Pudelek miniaturka wyskakuje im naprzeciw. Brena patrzy na niego z pogardą: Ten pies nie ma nic wspólnego z tym, którego chciałbym dla siebie.
Claudia Pineiro „Betibu”, w str. 177
Nadszedł ten miły czas. Czereśni, bobu, ogórków małosolnych. Teraz tylko tak mogę korzystać z lata. Pogryzając jego plony. Wakacje niestety należą już do wspomnień.
A szykowałam się na nie długo, ważąc i dobierając nie tylko ciuchy, ale i książki. Główną bohaterka czytelniczych przygotowań stał się nowa Pineiro. Najpierw na jej rzecz poświęciłam Ferrante i Vernona. Dla niej nadwyrężałam łokieć. Dla niej poniosłam ryzyko opłaty za nadbagaż. I teraz chciałabym napisać, że była tego warta. Ale nie do końca mogę.

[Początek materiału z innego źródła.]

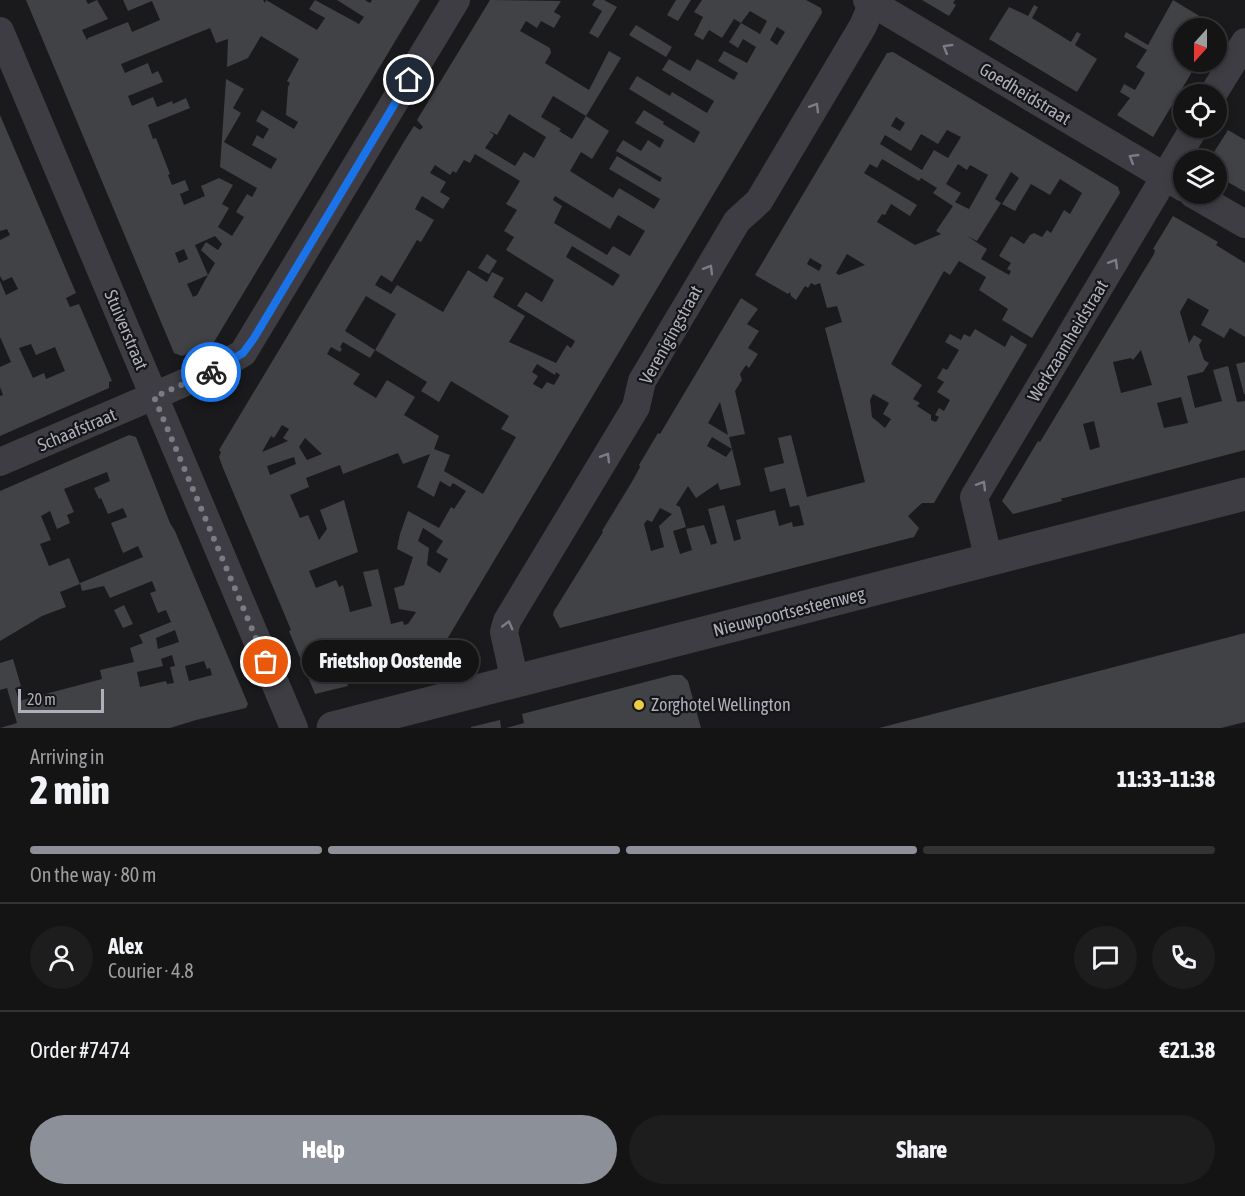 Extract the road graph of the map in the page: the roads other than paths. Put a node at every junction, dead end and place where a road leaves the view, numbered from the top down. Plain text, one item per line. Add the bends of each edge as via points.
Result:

Bo nowa Pineiro jest jakaś taka niedokiszona, niedosmaczona, jak ten ogórek małosolny. Na dodatek w złym słoiku trzymany. Chrupie tylko w kilku miejscach, a w niektórych, trzeba przyznać, po prostu kapeć, że tylko niesmak zostaje.
Jest tu kilka dobrych uwag o życiu dojrzałej kobiety. O czytelnictwie. O współczesnych mediach. I krytyczny portret kolejnego zamkniętego osiedla dla bogaczy. Sympatyczne główne postacie. To są te części, gdzie tekst jest smakowity.
Ale wątek kryminalny od początku jest marny. Miłosny, z biegiem stron, staje jeszcze coraz gorszy. Mieszanka wychodzi z tego dziwna. No bo kto to widział, żeby kwaśne ogórki cukrową watą owijać?